Boiskowy chaos
Generalnie w trakcie sezonu jest nudno. Nie zmienia tego nawet fakt, że przed każdym spotkaniem otrzymujemy (przesadnie) długie zapowiedzi, a tuż po nim informacje o reakcji zarządu na wynik tegoż.
Najgorzej jest jednak z samymi meczami, a to przecież najważniejszy element każdego menago. Wizualizacja w trybie 3D to istny koszmar. Piłkarze, przedstawieni w formie pachołków, poruszają się niemrawo i zupełnie nie tak, jak nakazaliśmy im to w opcjach taktycznych.

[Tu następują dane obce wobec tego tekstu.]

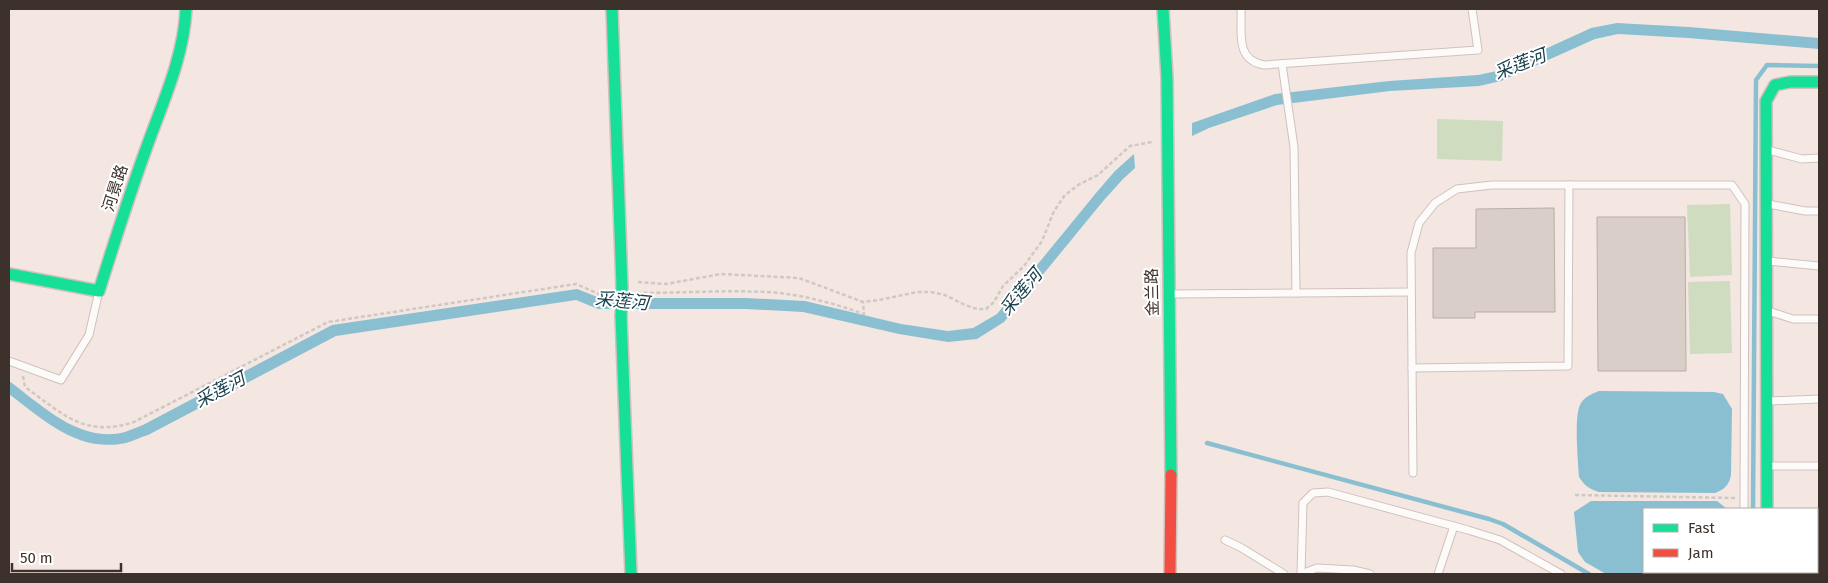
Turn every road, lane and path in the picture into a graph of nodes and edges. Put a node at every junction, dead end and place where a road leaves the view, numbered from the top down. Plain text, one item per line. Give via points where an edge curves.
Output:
1 (186, 9) edge
2 (612, 9) edge
3 (1163, 9) edge
4 (1241, 9) edge
5 (1472, 9) edge
6 (1282, 64) junction
7 (1819, 82) edge
8 (1167, 141) junction
9 (1766, 149) junction
10 (1819, 158) edge
11 (1569, 185) junction
12 (1766, 204) junction
13 (1819, 211) edge
14 (1765, 260) junction
15 (1819, 266) edge
16 (9, 274) edge
17 (624, 287) junction
18 (99, 290) junction
19 (1411, 292) junction
20 (1296, 293) junction
21 (609, 294) dead end
22 (1168, 294) junction
23 (863, 302) junction
24 (1765, 310) junction
25 (1819, 319) edge
26 (9, 361) edge
27 (21, 366) junction
28 (1412, 368) junction
29 (1819, 399) edge
30 (1766, 401) junction
31 (1766, 466) junction
32 (1819, 466) edge
33 (1413, 473) dead end
34 (1575, 495) dead end
35 (1744, 498) junction
36 (1744, 508) edge
37 (1766, 508) edge
38 (1454, 526) junction
39 (1225, 540) dead end
40 (631, 574) edge
41 (1170, 574) edge
42 (1284, 574) edge
43 (1301, 574) edge
44 (1370, 574) edge
45 (1438, 574) edge
46 (1561, 574) edge

1 - 18 street, 河景路 via 187,21 178,55
2 - 17 street
3 - 8 street, 金兰路
4 - 6 lane via 1242,47 1246,56 1254,63
5 - 6 lane via 1478,50
6 - 20 lane via 1294,147
7 - 9 street via 1775,85 1766,101
8 - 22 street, 金兰路
8 - 23 path via 1130,146 1098,176 1065,195 1054,210 1042,241 986,308 977,309 932,292
9 - 10 lane via 1802,159
9 - 12 street
11 - 19 lane via 1492,185 1457,190 1435,204 1419,222 1411,253
11 - 28 lane via 1568,366
11 - 35 lane via 1732,185 1745,204
12 - 13 lane
12 - 14 street
14 - 15 lane
14 - 24 street
16 - 18 street
17 - 23 path via 666,284 721,274 799,278
17 - 23 path via 767,292 806,298 864,314
17 - 40 street, bridge via 621,316
18 - 27 lane via 89,335 61,380
19 - 20 lane
19 - 28 lane
20 - 22 lane
21 - 27 path via 599,294 576,284 328,322 134,422 117,427 88,426 70,419 25,387
22 - 41 street, 金兰路
24 - 25 lane via 1793,319
24 - 30 street
26 - 27 lane
28 - 33 lane
29 - 30 lane
30 - 31 street
31 - 32 lane
31 - 37 street
34 - 35 path
35 - 36 lane
38 - 43 lane via 1328,492 1313,493 1303,503
38 - 45 lane
38 - 46 lane via 1500,540
39 - 42 lane
43 - 44 lane via 1317,568

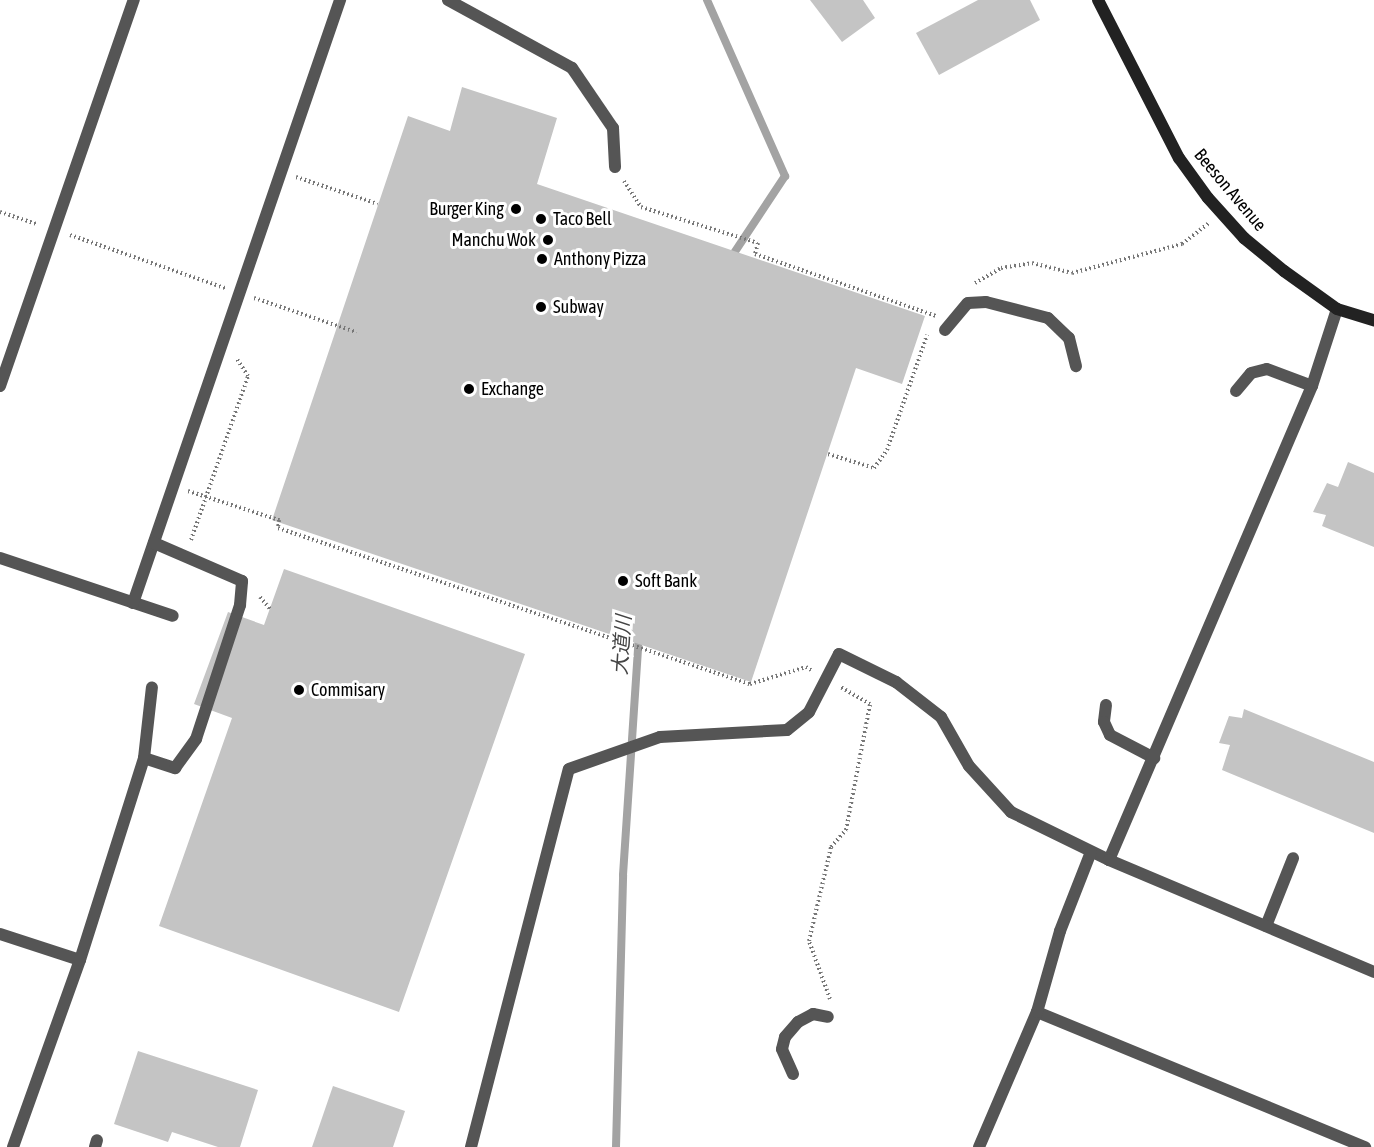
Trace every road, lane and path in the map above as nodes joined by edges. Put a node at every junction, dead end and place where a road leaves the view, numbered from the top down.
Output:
1 (134, 0) edge
2 (340, 0) edge
3 (448, 0) edge
4 (1098, 0) edge
5 (615, 167) joint
6 (281, 172) junction
7 (378, 204) dead end
8 (0, 212) edge
9 (54, 230) junction
10 (239, 293) junction
11 (252, 297) junction
12 (250, 307) dead end
13 (1337, 309) junction
14 (1374, 320) edge
15 (948, 326) joint
16 (356, 332) dead end
17 (239, 348) dead end
18 (1076, 366) dead end
19 (0, 386) edge
20 (1312, 386) junction
21 (1236, 391) dead end
22 (173, 486) junction
23 (205, 496) junction
24 (154, 543) junction
25 (201, 547) dead end
26 (0, 558) edge
27 (258, 586) dead end
28 (133, 603) junction
29 (270, 609) dead end
30 (173, 616) dead end
31 (826, 678) junction
32 (152, 687) dead end
33 (1106, 705) dead end
34 (144, 758) junction
35 (1154, 758) junction
36 (1091, 852) junction
37 (1293, 858) dead end
38 (1109, 860) junction
39 (1266, 926) junction
40 (0, 934) edge
41 (80, 960) junction
42 (1374, 972) edge
43 (1037, 1012) junction
44 (831, 1014) joint
45 (793, 1074) dead end
46 (12, 1147) edge
47 (471, 1147) edge
48 (979, 1147) edge
49 (1365, 1147) edge

1 - 9 lane
2 - 6 lane
3 - 5 lane
4 - 13 street, Beeson Avenue
5 - 15 path
6 - 7 path
6 - 10 lane
8 - 9 path
9 - 10 path
9 - 19 lane
10 - 11 path
10 - 22 lane
11 - 12 path
11 - 16 path
13 - 14 street
13 - 20 lane
15 - 18 lane
17 - 23 path
20 - 21 lane
20 - 35 lane
22 - 23 path
22 - 24 lane
23 - 25 path
23 - 31 path
24 - 28 lane
24 - 34 lane
26 - 28 lane
27 - 29 path
28 - 30 lane
31 - 36 lane
31 - 44 path
31 - 47 lane
32 - 34 lane
33 - 35 lane
34 - 41 lane
35 - 38 lane
36 - 38 lane
36 - 43 lane
37 - 39 lane
38 - 39 lane
39 - 42 lane
40 - 41 lane
41 - 46 lane
43 - 48 lane
43 - 49 lane
44 - 45 lane

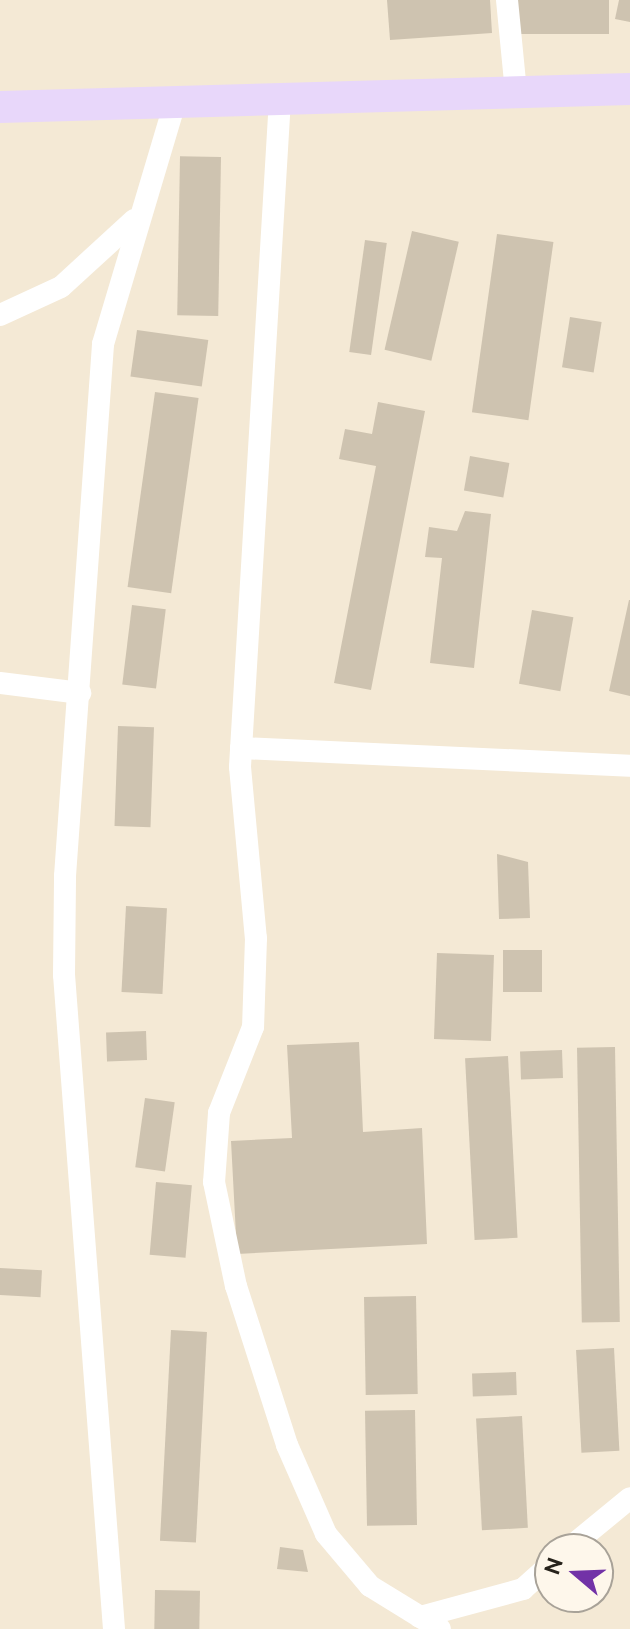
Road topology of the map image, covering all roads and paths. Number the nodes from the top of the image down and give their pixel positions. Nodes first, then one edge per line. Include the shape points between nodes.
1 (507, 0) edge
2 (630, 89) edge
3 (516, 92) junction
4 (280, 99) junction
5 (175, 102) junction
6 (0, 107) edge
7 (137, 218) junction
8 (0, 315) edge
9 (0, 683) edge
10 (80, 693) junction
11 (241, 748) junction
12 (630, 766) edge
13 (630, 1498) edge
14 (587, 1533) edge
15 (534, 1579) edge
16 (420, 1617) junction
17 (114, 1629) edge
18 (440, 1629) edge

1 - 3 street
2 - 3 main road
3 - 4 main road
4 - 5 main road
4 - 11 street
5 - 6 main road
5 - 7 street
7 - 8 street via 61,287
7 - 10 street via 103,344
9 - 10 street
10 - 17 street via 64,975
11 - 12 street
11 - 16 street via 256,938 253,1027 219,1113 214,1182 245,1315 287,1445 326,1534 370,1586
13 - 14 street
15 - 16 street via 523,1589
16 - 18 street

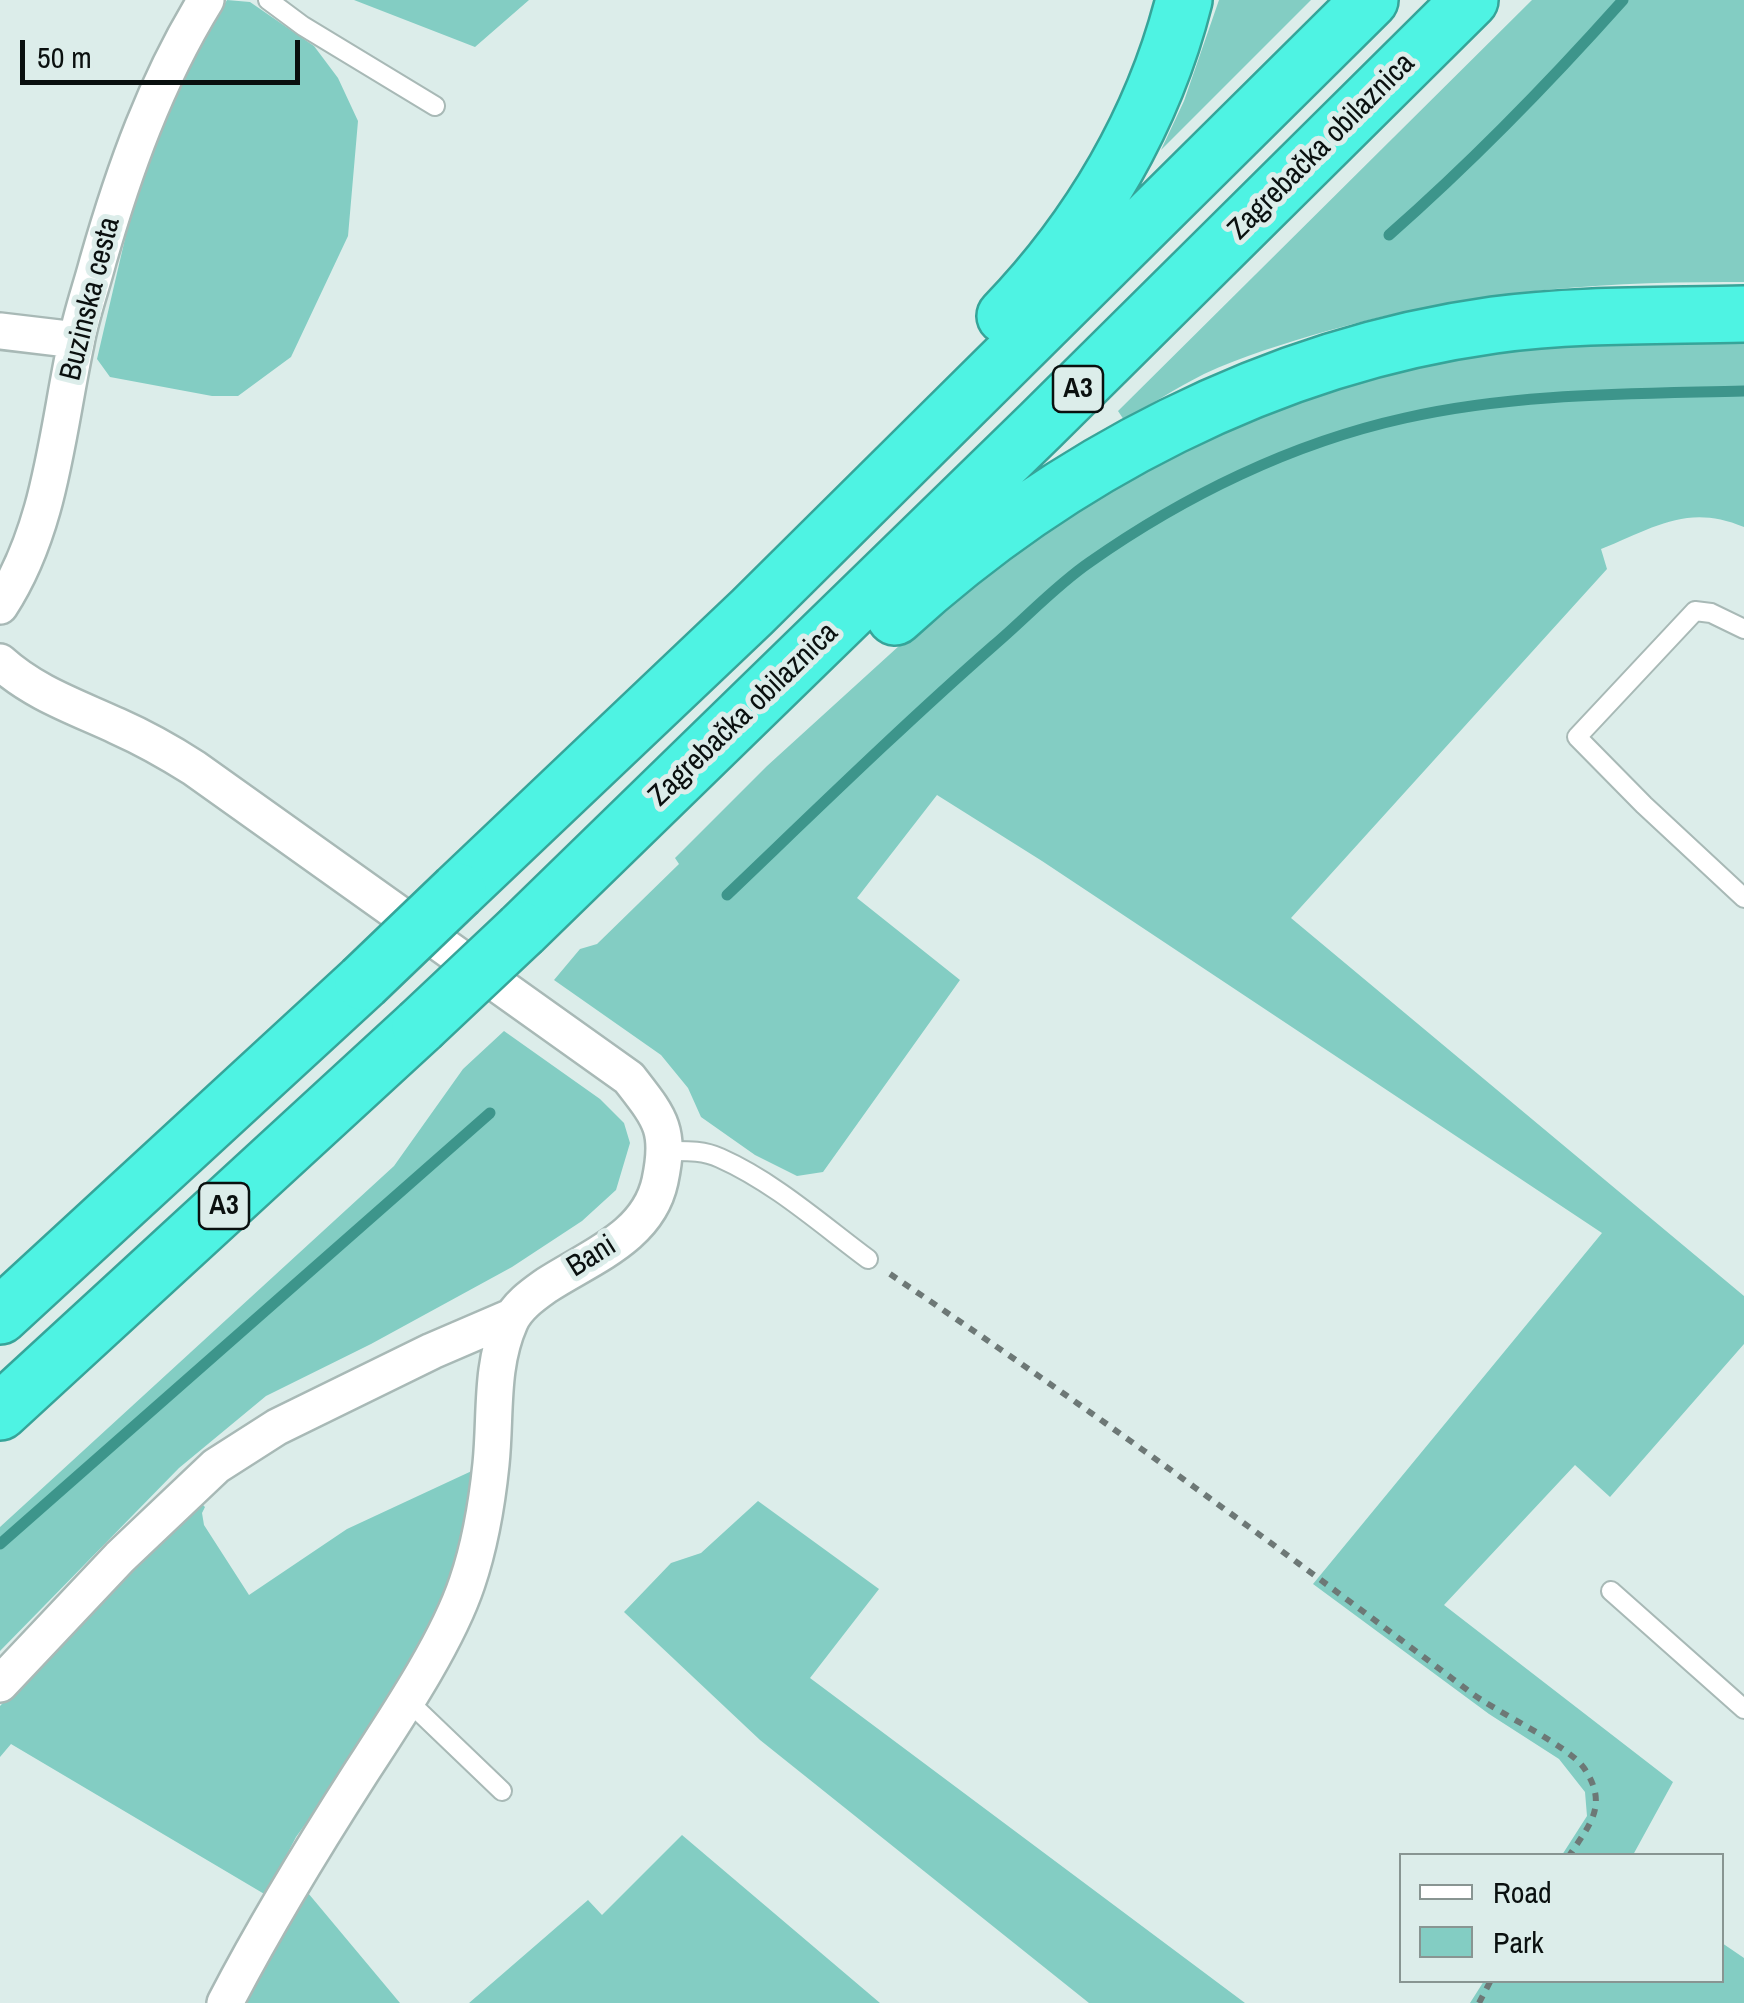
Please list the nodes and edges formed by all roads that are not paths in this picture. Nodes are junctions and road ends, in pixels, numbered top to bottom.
1 (206, 0) edge
2 (268, 0) edge
3 (1184, 0) edge
4 (1370, 0) edge
5 (1470, 0) edge
6 (435, 106) dead end
7 (1744, 314) edge
8 (0, 331) edge
9 (76, 340) junction
10 (0, 606) edge
11 (752, 612) junction
12 (1744, 629) edge
13 (0, 662) edge
14 (682, 776) junction
15 (1744, 898) edge
16 (666, 1151) junction
17 (868, 1259) road end
18 (0, 1316) edge
19 (511, 1317) junction
20 (9, 1411) edge
21 (1611, 1591) dead end
22 (0, 1684) edge
23 (406, 1700) junction
24 (1744, 1709) edge
25 (502, 1791) dead end
26 (225, 2003) edge

1 - 9 street, Buzinska cesta
2 - 6 lane
3 - 11 highway
4 - 11 highway, A3
5 - 14 highway, Zagrebačka obilaznica / A3
7 - 14 highway
8 - 9 street
9 - 10 street, Buzinska cesta
11 - 18 highway, A3, bridge
12 - 15 lane
13 - 16 street
14 - 20 highway, Zagrebačka obilaznica / A3, bridge
16 - 17 lane
16 - 19 street, Bani
19 - 22 street, Bani
19 - 23 street
21 - 24 lane
23 - 25 lane
23 - 26 street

Nie mają też znaczenia ich statystki. Przykładowo nawet najlepsi napastnicy posiadają problemy z trafieniem do siatki ze strzału, za to niemal wszyscy grają głową niczym Mario Jardel (pamięta ktoś tego Brazylijczyka?), czy Klose. Zresztą w napastników w ogóle inwestować się nie opłaca, bo akcji, w których mogą zdobyć bramkę jest niewiele. Najlepiej zakupić pomocnika z mocnym strzałem. Absurdalnie dużo, bo aż 80% goli pada po stałych fragmentach – wolnych i rożnych (pozostałe 20% po dośrodkowaniach, tyle że już z akcji).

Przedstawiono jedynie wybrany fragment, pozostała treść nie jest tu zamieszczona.